- Exercise
For each line of the material, check for the string "where"; then state how many lines had it, giving only the number.

- Materials provided
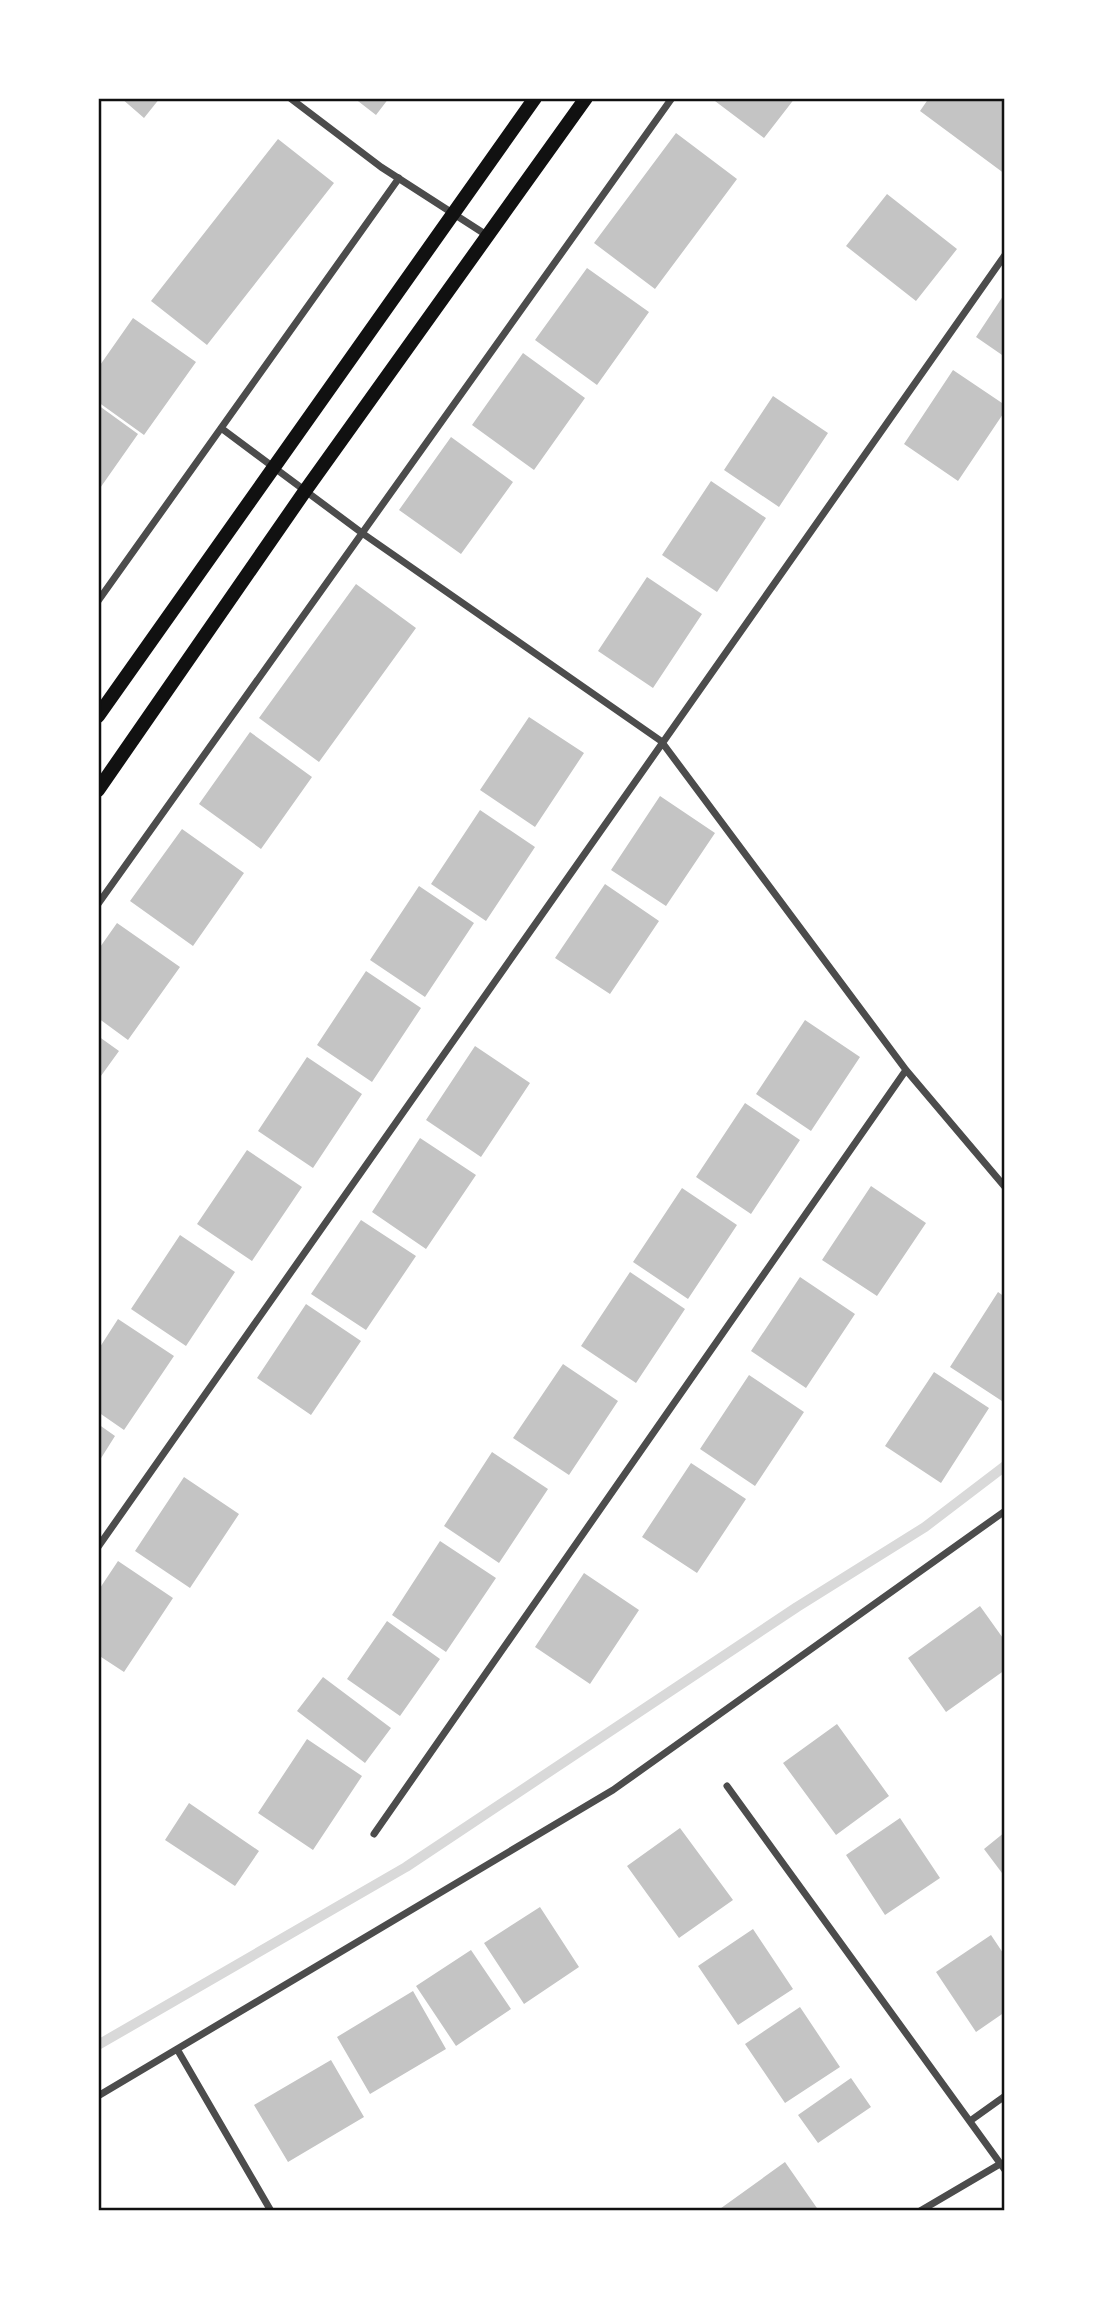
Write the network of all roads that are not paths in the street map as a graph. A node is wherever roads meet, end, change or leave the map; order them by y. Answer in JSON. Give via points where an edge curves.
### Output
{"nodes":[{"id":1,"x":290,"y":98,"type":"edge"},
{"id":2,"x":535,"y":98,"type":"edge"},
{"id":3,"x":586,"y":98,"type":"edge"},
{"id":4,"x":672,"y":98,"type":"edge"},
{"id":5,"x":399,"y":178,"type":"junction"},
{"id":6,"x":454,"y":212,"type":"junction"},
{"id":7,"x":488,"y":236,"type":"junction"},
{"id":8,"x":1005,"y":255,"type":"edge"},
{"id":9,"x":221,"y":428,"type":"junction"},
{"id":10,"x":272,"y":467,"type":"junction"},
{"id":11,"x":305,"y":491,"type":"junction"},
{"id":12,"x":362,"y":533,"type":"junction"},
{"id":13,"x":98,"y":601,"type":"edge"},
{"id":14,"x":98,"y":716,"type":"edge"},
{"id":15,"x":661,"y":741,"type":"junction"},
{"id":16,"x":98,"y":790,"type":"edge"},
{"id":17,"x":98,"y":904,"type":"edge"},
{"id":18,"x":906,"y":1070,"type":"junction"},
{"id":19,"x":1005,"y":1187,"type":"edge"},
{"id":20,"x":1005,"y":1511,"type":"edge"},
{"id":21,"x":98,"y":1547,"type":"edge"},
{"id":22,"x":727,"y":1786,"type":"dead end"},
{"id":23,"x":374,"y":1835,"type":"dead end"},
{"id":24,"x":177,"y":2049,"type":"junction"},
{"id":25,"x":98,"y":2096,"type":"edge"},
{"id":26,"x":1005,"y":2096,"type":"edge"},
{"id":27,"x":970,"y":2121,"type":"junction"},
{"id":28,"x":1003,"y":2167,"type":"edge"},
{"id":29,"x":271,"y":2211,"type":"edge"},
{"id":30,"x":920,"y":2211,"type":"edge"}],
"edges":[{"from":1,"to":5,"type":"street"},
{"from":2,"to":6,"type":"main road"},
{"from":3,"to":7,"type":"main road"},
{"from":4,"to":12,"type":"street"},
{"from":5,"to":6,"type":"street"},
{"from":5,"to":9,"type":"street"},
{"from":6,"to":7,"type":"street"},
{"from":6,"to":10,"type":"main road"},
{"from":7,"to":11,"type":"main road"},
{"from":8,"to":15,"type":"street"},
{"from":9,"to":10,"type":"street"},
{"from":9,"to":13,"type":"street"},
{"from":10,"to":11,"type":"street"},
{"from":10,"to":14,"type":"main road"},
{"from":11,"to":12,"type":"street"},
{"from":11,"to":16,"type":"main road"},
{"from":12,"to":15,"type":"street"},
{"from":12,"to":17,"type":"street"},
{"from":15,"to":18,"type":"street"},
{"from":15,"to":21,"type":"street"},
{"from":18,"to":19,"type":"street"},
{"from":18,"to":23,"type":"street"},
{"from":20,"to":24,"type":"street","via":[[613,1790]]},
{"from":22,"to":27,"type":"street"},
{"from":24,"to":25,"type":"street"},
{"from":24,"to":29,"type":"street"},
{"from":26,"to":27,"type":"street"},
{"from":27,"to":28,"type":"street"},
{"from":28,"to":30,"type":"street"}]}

---

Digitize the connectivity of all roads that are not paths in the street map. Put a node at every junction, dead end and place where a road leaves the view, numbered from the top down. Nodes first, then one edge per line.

- Answer below
2